**Exercise:** Apart from the pictures, every entry must be retyped exactly.

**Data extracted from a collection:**
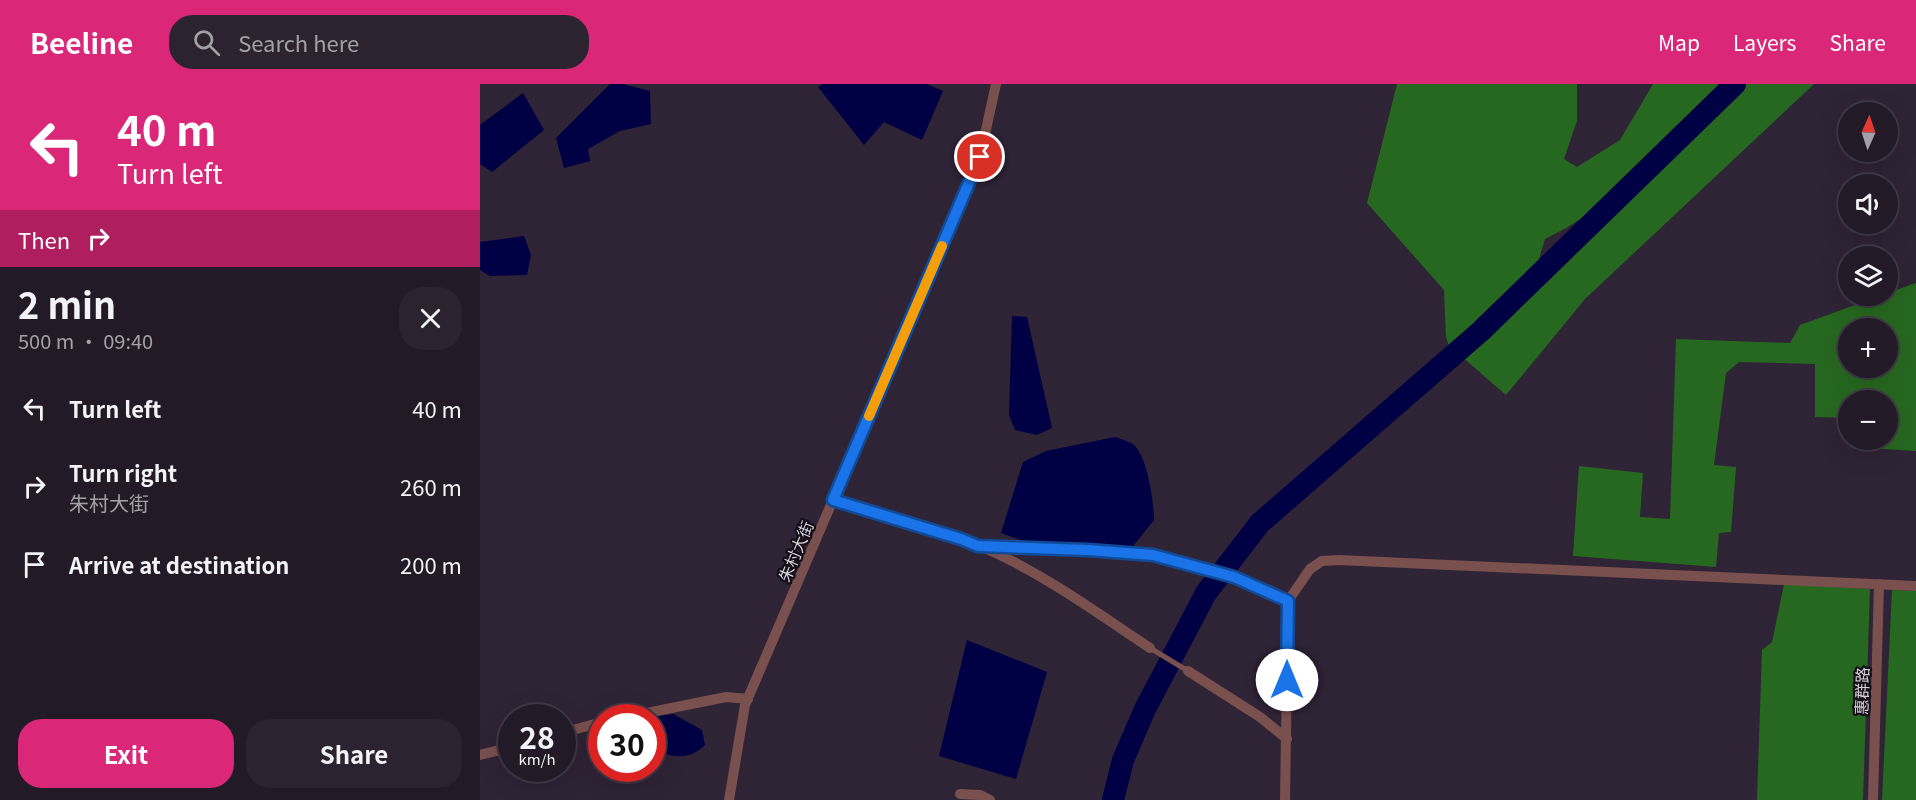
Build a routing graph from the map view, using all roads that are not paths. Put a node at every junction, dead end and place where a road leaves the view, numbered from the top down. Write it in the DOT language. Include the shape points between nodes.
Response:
graph roads {
  1 [pos="996,84"];
  2 [pos="833,500"];
  3 [pos="978,546"];
  4 [pos="1207,569"];
  5 [pos="1234,577"];
  6 [pos="1879,584"];
  7 [pos="1916,586"];
  8 [pos="1288,601"];
  9 [pos="1150,648"];
  10 [pos="1188,671"];
  11 [pos="748,699"];
  12 [pos="666,709"];
  13 [pos="1287,739"];
  14 [pos="498,750"];
  15 [pos="480,755"];
  16 [pos="960,794"];
  17 [pos="729,800"];
  18 [pos="990,800"];
  19 [pos="1285,800"];
  20 [pos="1873,800"];
  1 -- 2 [label="street, 朱村大街" via="980,157"];
  2 -- 3 [label="street"];
  2 -- 11 [label="street, 朱村大街"];
  3 -- 4 [label="street" via="1153,555"];
  3 -- 9 [label="street" via="1034,572"];
  4 -- 5 [label="lane"];
  5 -- 8 [label="street"];
  6 -- 7 [label="street"];
  6 -- 8 [label="street" via="1339,560 1322,561 1311,569"];
  6 -- 20 [label="street, 惠群路"];
  8 -- 13 [label="street"];
  9 -- 10 [label="lane"];
  10 -- 13 [label="street"];
  11 -- 12 [label="street" via="726,697"];
  11 -- 17 [label="street, 朱村大街"];
  13 -- 19 [label="street"];
  14 -- 15 [label="street"];
  16 -- 18 [label="street"];
}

**Solution to this problem:**
Build a routing graph from the map view, using all roads that are not paths. Put a node at every junction, dead end and place where a road leaves the view, numbered from the top down. Write it in the DOT language. Include the shape points between nodes.
Response:
graph roads {
  1 [pos="996,84"];
  2 [pos="833,500"];
  3 [pos="978,546"];
  4 [pos="1207,569"];
  5 [pos="1234,577"];
  6 [pos="1879,584"];
  7 [pos="1916,586"];
  8 [pos="1288,601"];
  9 [pos="1150,648"];
  10 [pos="1188,671"];
  11 [pos="748,699"];
  12 [pos="666,709"];
  13 [pos="1287,739"];
  14 [pos="498,750"];
  15 [pos="480,755"];
  16 [pos="960,794"];
  17 [pos="729,800"];
  18 [pos="990,800"];
  19 [pos="1285,800"];
  20 [pos="1873,800"];
  1 -- 2 [label="street, 朱村大街" via="980,157"];
  2 -- 3 [label="street"];
  2 -- 11 [label="street, 朱村大街"];
  3 -- 4 [label="street" via="1153,555"];
  3 -- 9 [label="street" via="1034,572"];
  4 -- 5 [label="lane"];
  5 -- 8 [label="street"];
  6 -- 7 [label="street"];
  6 -- 8 [label="street" via="1339,560 1322,561 1311,569"];
  6 -- 20 [label="street, 惠群路"];
  8 -- 13 [label="street"];
  9 -- 10 [label="lane"];
  10 -- 13 [label="street"];
  11 -- 12 [label="street" via="726,697"];
  11 -- 17 [label="street, 朱村大街"];
  13 -- 19 [label="street"];
  14 -- 15 [label="street"];
  16 -- 18 [label="street"];
}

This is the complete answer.